- Abbreviation: Civil Party
- Leader: Lee Nam-soon
- Founded: November 18, 2002
- Dissolved: February 22, 2004
- Merged into: Green Social Democratic Party
- Ideology: Progressivism Social democracy
- Political position: Centre-left
- Colours: Blue

Korean name
- Hangul: 한국사회민주당
- Hanja: 社會民主黨
- RR: Hanguk sahoe minjudang
- MR: Han'guk sahoe minjudang

= Social Democratic Party of Korea (South Korea, 2002) =

2002–2004 political party in South Korea

The Social Democratic Party of Korea was a South Korean social democratic and progressive political party that was founded on 18 November 2002, centring on the Federation of Korean Trade Unions (FKTU).

Lee Nam-soon, Chairman of the Federation of Korean Trade Unions, served as the chair of the advisory board for the party, which was originally founded under the name Democratic Socialist Party. On 27 March 2003, the party changed its name to the Social Democratic Party of Korea during its regular national convention and appointed Jang Ki-pyo, who had recently joined the party, as its leader.

The Social Democratic Party of Korea outlined its core policies as follows: realising a democratic welfare society based on social democratic ideals; harmonising labor and capital; establishing a balanced society free from privilege and discrimination; resolving the chronic economic crises, public discord, and social instability plaguing Korean society; and building a new world characterised by public welfare social peace and national advancement. Additionally, the party issued a statement criticising the 2003 US-led invasion of Iraq, describing it as a "shameful war of aggression serving the interests of the United States and capital."

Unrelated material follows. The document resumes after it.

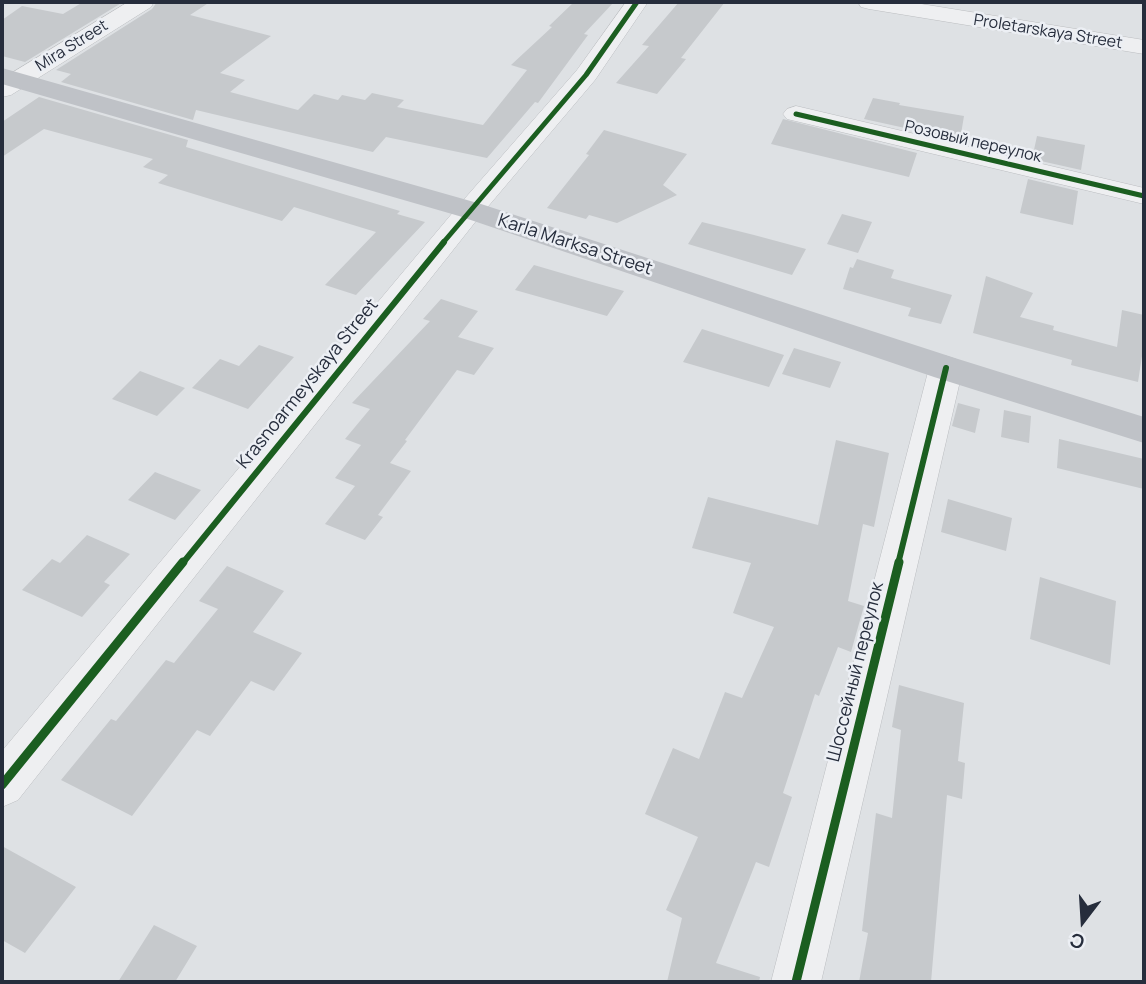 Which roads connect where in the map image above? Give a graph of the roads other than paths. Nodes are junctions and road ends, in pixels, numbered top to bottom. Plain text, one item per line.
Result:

On 5 February 2004, Park Chang-hwa and Jeong Hae-hun (co-representatives of the Green Peace Party), Jang Ki-pyo (representative of the Social Democratic Party of Korea) announced a merger with the Green Peace Party, aiming to "eradicate corrupt politics, overcome the economic crisis, preserve the green environment and establish social welfare." The parties merged to found the Green Social Democratic Party at the Weightlifting Gymnasium in Seoul Olympic Park on 22 February 2004.